Engineers Harness ChatGPT4 to Engineer Brain-Inspired Chips
Johns Hopkins University’s electrical and computer engineers are trailblazing a novel approach to crafting neural network chips—neuromorphic accelerators poised to fuel energy-efficient, real-time machine intelligence for next-gen embodied systems like autonomous vehicles and robots. Leveraging natural language prompts and ChatGPT4, electrical and computer engineering graduate student Michael Tomlinson and undergraduate Joe Li, both members of the Andreou Lab, meticulously orchestrated detailed instructions to fabricate a spiking neural network chip, mirroring the functionality of the human brain.
Guided by step-by-step prompts to ChatGPT4, commencing with emulating a single biological neuron and progressively intertwining more neurons to form a network, they conceived a comprehensive chip design ready for fabrication.
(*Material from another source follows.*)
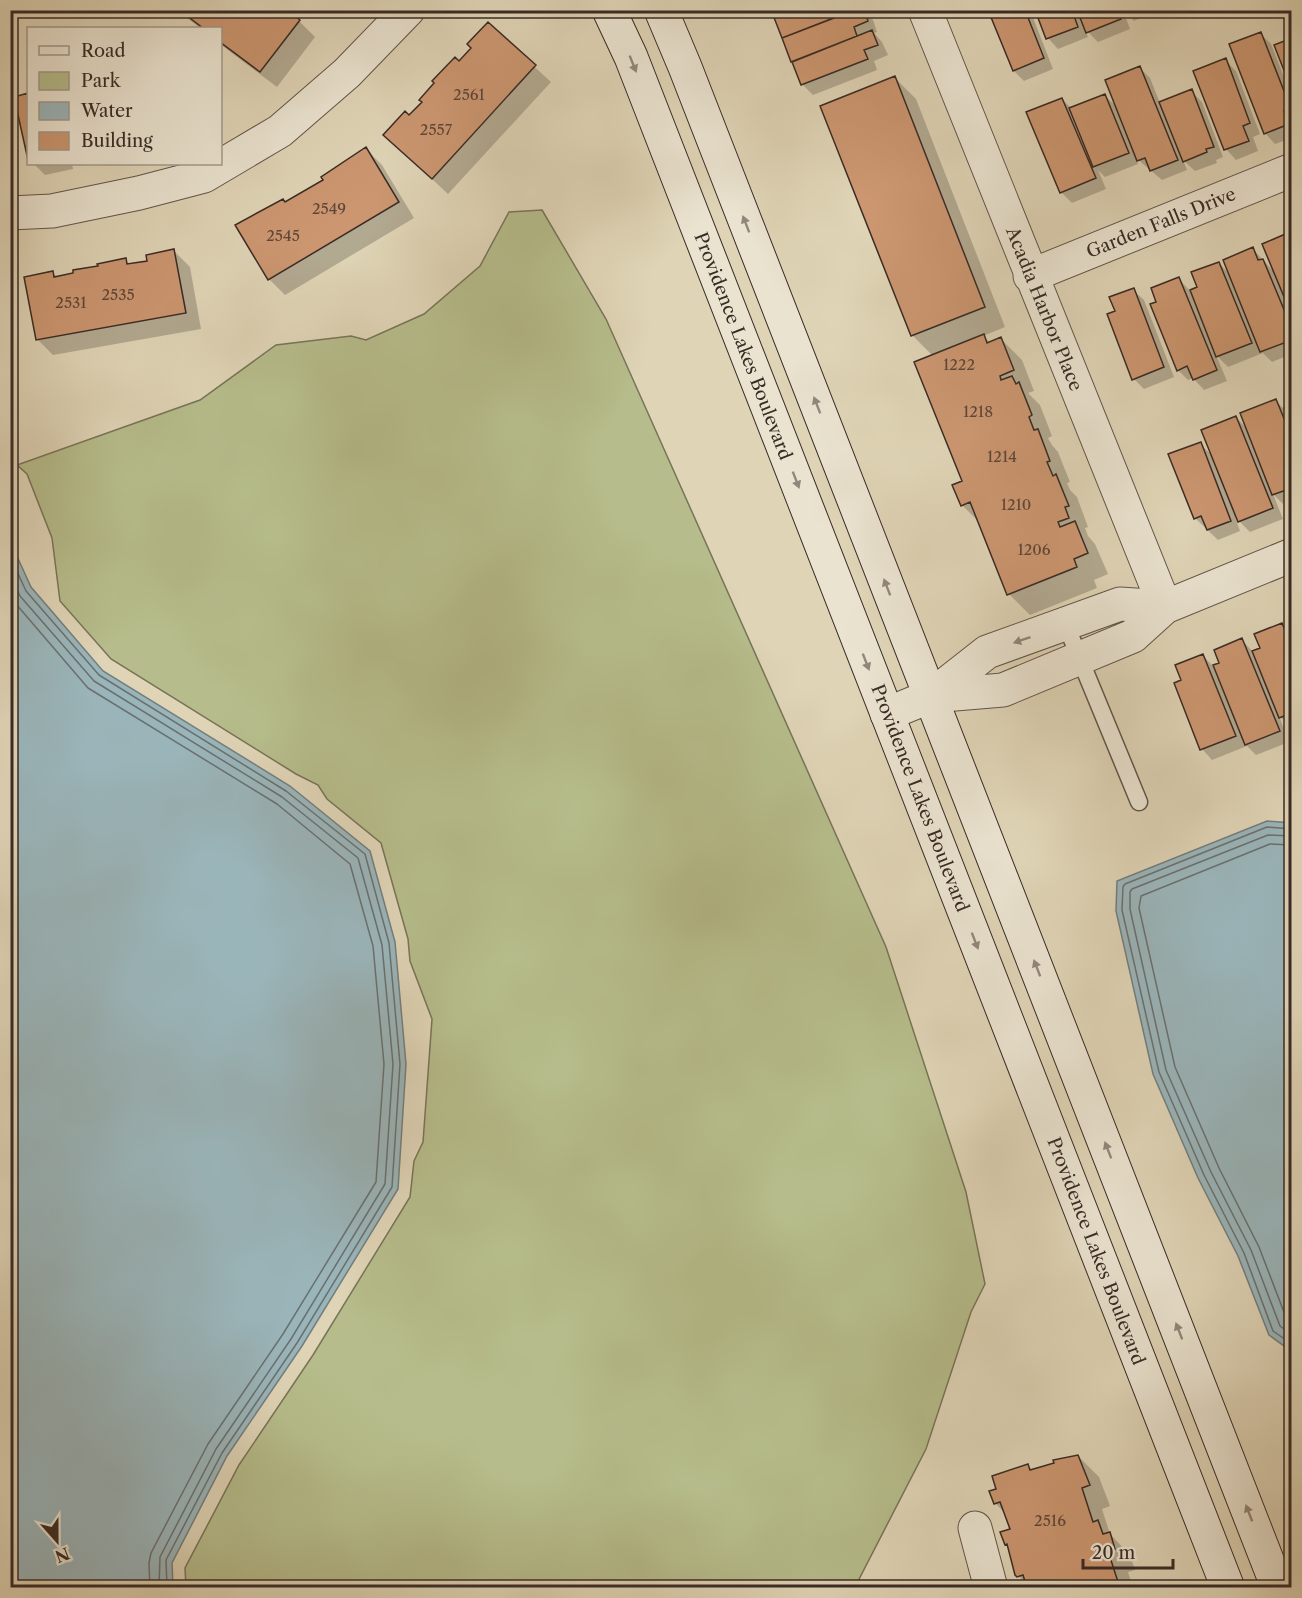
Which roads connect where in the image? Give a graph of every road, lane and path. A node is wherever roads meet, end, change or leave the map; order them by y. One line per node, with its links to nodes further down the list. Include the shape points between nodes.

Described as the inaugural AI chip designed by a machine utilizing natural language processing, the process bears semblance to instructing the computer to “Create an AI neural network chip,” yielding a manufacturing-ready file, as elucidated by Andreas Andreou, professor of electrical and computer engineering and co-founder of the Center for Language and Speech Processing, alongside membership in the Kavli Neuroscience Discovery Institute and Johns Hopkins’ new Data Science and AI Institute.
Initiated during the 2023 Neuromorphic Cognition Engineering Workshop, the endeavor is documented on the preprint site arXiv.
The chip’s final network architecture resembles a compact silicon brain, comprising two layers of interconnected neurons. Users can fine-tune connection strengths via an 8-bit addressable weight system, enabling the chip to configure learned weights dictating its functionality and behavior.
Reconfiguration and programmability are facilitated through a user-friendly interface dubbed the Standard Peripheral Interface (SPI) sub-system, also devised by ChatGPT using natural language prompts.
Tomlinson elucidated that they conceived a rudimentary neural network chip sans intricate coding as proof of concept. Before dispatching the chip for manufacturing, the team rigorously validated its functionality through extensive software simulations, ensuring compliance with intended specifications and facilitating iterative refinement and issue resolution.
The final chip design was electronically dispatched to the Skywater “foundry,” a chip fabrication service, where it presently undergoes manufacturing via a relatively economical 130-nanometer CMOS process.
While constituting a modest stride towards large-scale automatically synthesized practical hardware AI systems, the endeavor underscores AI’s potential in crafting advanced AI hardware systems, expediting AI technology development and deployment, as affirmed by Tomlinson.
He emphasized, “Over the past 20 years, the semiconductor industry has made significant strides in scaling down feature sizes on computer chips, enabling more complex designs in the same silicon area. These advancements, in turn, support sophisticated software Computer-Aided Design algorithms and the creation of advanced computing hardware, fueling the exponential growth in computing power driving today’s AI revolution.”